Arctodus is very sexually dimorphic, meaning males and females differ greatly in size. Males of A. simus were sometimes twice as large as females. This is similar to the spectacled bear, where males are 30–40% larger than females. Larger, more robust Arctodus individuals are considered male, especially older males, while smaller, more lightly built individuals are female. Like T. ornatus, A. simus males likely had large sagittal crests (bony ridges on the skull), while females had smaller or no crests. A 2025 mitochondrial DNA study confirmed sexual dimorphism in A. simus, showing size differences between males and females across 31 individuals found in 28 sites in the United States and Canada.
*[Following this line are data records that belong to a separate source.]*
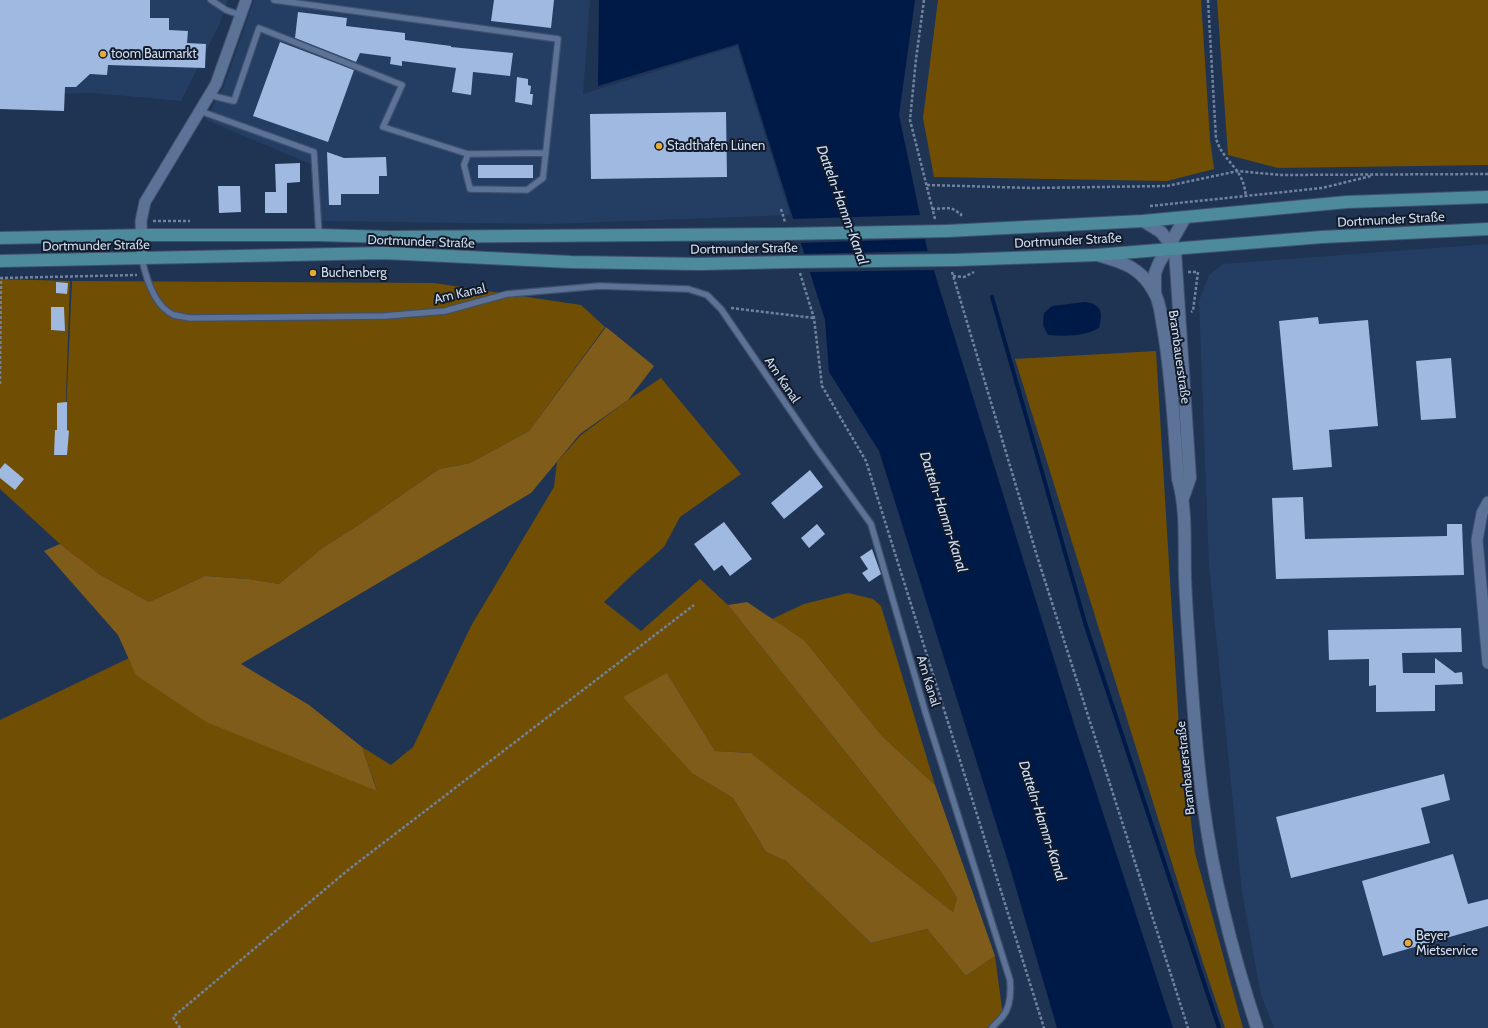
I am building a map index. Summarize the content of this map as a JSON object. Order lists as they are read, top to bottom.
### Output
{
  "streets": {
    "main road": ["Dortmunder Straße", "Brambauerstraße"],
    "lane": ["Am Kanal"]
  },
  "crossings": [
    ["Dortmunder Straße", "Am Kanal"],
    ["Dortmunder Straße", "Brambauerstraße"]
  ],
  "water": ["Datteln-Hamm-Kanal"],
  "places": [
    "toom Baumarkt",
    "Stadthafen Lünen",
    "Buchenberg",
    "Beyer Mietservice"
  ]
}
A 2010 study estimated the mass of six A. simus specimens. Half of them weighed between 740 and 957 kg (1,631 and 2,110 lb), with an average of about 850 kg. This suggests larger (male) specimens may have been more common than previously thought. The other (female) specimens weighed less than 500 kg (1,100 lb). The weight range of all examined specimens was between 317 kg (699 lb) and 957 kg (2,110 lb). A 1999 study by Per Christiansen estimated the average weight of seven male A. simus limb bones to be 770 kg (1,700 lb), with large males weighing between 700 and 800 kg (1,500 and 1,800 lb). Hypothetically, the largest males may have reached 1,000 kg (2,200 lb) or even 1,200 kg (2,600 lb). However, a 2006 study suggested the maximum size of Arctodus was about 555 kg (1,224 lb), based on the largest known skull.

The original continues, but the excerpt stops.